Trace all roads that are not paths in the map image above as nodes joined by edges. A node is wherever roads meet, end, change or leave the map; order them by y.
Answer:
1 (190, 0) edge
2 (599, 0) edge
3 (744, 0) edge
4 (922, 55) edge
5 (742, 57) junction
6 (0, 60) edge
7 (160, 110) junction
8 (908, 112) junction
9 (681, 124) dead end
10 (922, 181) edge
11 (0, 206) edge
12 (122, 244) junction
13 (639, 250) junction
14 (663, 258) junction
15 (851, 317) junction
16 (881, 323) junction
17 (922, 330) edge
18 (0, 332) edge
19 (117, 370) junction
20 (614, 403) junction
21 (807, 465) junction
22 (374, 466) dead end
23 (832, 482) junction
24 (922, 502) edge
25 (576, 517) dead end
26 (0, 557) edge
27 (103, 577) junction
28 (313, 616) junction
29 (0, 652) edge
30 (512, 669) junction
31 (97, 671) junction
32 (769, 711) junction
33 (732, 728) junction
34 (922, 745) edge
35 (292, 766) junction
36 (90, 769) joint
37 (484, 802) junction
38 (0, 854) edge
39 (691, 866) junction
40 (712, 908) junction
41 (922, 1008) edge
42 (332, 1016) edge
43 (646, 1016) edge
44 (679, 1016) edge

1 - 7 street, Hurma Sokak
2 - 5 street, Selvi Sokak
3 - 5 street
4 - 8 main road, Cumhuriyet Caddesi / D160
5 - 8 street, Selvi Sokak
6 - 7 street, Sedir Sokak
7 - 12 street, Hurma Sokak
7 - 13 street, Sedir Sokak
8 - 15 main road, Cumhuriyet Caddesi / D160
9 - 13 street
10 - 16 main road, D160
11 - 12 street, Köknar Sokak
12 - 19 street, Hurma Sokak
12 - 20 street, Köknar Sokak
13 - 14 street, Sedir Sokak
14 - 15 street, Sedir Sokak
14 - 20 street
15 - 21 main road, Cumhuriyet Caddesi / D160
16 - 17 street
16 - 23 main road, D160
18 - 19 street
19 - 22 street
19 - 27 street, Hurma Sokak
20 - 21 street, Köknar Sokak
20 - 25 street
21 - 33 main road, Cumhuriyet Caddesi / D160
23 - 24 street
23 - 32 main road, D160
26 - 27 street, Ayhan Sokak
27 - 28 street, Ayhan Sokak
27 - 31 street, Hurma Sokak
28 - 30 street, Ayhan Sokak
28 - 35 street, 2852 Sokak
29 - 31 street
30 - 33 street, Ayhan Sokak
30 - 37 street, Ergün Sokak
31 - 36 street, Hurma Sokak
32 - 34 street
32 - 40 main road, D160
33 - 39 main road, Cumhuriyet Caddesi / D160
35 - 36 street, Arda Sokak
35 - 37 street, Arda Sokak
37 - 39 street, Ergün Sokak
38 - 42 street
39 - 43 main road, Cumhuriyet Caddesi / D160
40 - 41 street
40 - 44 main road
◆ ◆ ◆
• [EXERCISE] Copy every record exactly, leaving each line intact.

• [YOUR RESPONSE]
Trace all roads that are not paths in the map image above as nodes joined by edges. A node is wherever roads meet, end, change or leave the map; order them by y.
Answer:
1 (190, 0) edge
2 (599, 0) edge
3 (744, 0) edge
4 (922, 55) edge
5 (742, 57) junction
6 (0, 60) edge
7 (160, 110) junction
8 (908, 112) junction
9 (681, 124) dead end
10 (922, 181) edge
11 (0, 206) edge
12 (122, 244) junction
13 (639, 250) junction
14 (663, 258) junction
15 (851, 317) junction
16 (881, 323) junction
17 (922, 330) edge
18 (0, 332) edge
19 (117, 370) junction
20 (614, 403) junction
21 (807, 465) junction
22 (374, 466) dead end
23 (832, 482) junction
24 (922, 502) edge
25 (576, 517) dead end
26 (0, 557) edge
27 (103, 577) junction
28 (313, 616) junction
29 (0, 652) edge
30 (512, 669) junction
31 (97, 671) junction
32 (769, 711) junction
33 (732, 728) junction
34 (922, 745) edge
35 (292, 766) junction
36 (90, 769) joint
37 (484, 802) junction
38 (0, 854) edge
39 (691, 866) junction
40 (712, 908) junction
41 (922, 1008) edge
42 (332, 1016) edge
43 (646, 1016) edge
44 (679, 1016) edge

1 - 7 street, Hurma Sokak
2 - 5 street, Selvi Sokak
3 - 5 street
4 - 8 main road, Cumhuriyet Caddesi / D160
5 - 8 street, Selvi Sokak
6 - 7 street, Sedir Sokak
7 - 12 street, Hurma Sokak
7 - 13 street, Sedir Sokak
8 - 15 main road, Cumhuriyet Caddesi / D160
9 - 13 street
10 - 16 main road, D160
11 - 12 street, Köknar Sokak
12 - 19 street, Hurma Sokak
12 - 20 street, Köknar Sokak
13 - 14 street, Sedir Sokak
14 - 15 street, Sedir Sokak
14 - 20 street
15 - 21 main road, Cumhuriyet Caddesi / D160
16 - 17 street
16 - 23 main road, D160
18 - 19 street
19 - 22 street
19 - 27 street, Hurma Sokak
20 - 21 street, Köknar Sokak
20 - 25 street
21 - 33 main road, Cumhuriyet Caddesi / D160
23 - 24 street
23 - 32 main road, D160
26 - 27 street, Ayhan Sokak
27 - 28 street, Ayhan Sokak
27 - 31 street, Hurma Sokak
28 - 30 street, Ayhan Sokak
28 - 35 street, 2852 Sokak
29 - 31 street
30 - 33 street, Ayhan Sokak
30 - 37 street, Ergün Sokak
31 - 36 street, Hurma Sokak
32 - 34 street
32 - 40 main road, D160
33 - 39 main road, Cumhuriyet Caddesi / D160
35 - 36 street, Arda Sokak
35 - 37 street, Arda Sokak
37 - 39 street, Ergün Sokak
38 - 42 street
39 - 43 main road, Cumhuriyet Caddesi / D160
40 - 41 street
40 - 44 main road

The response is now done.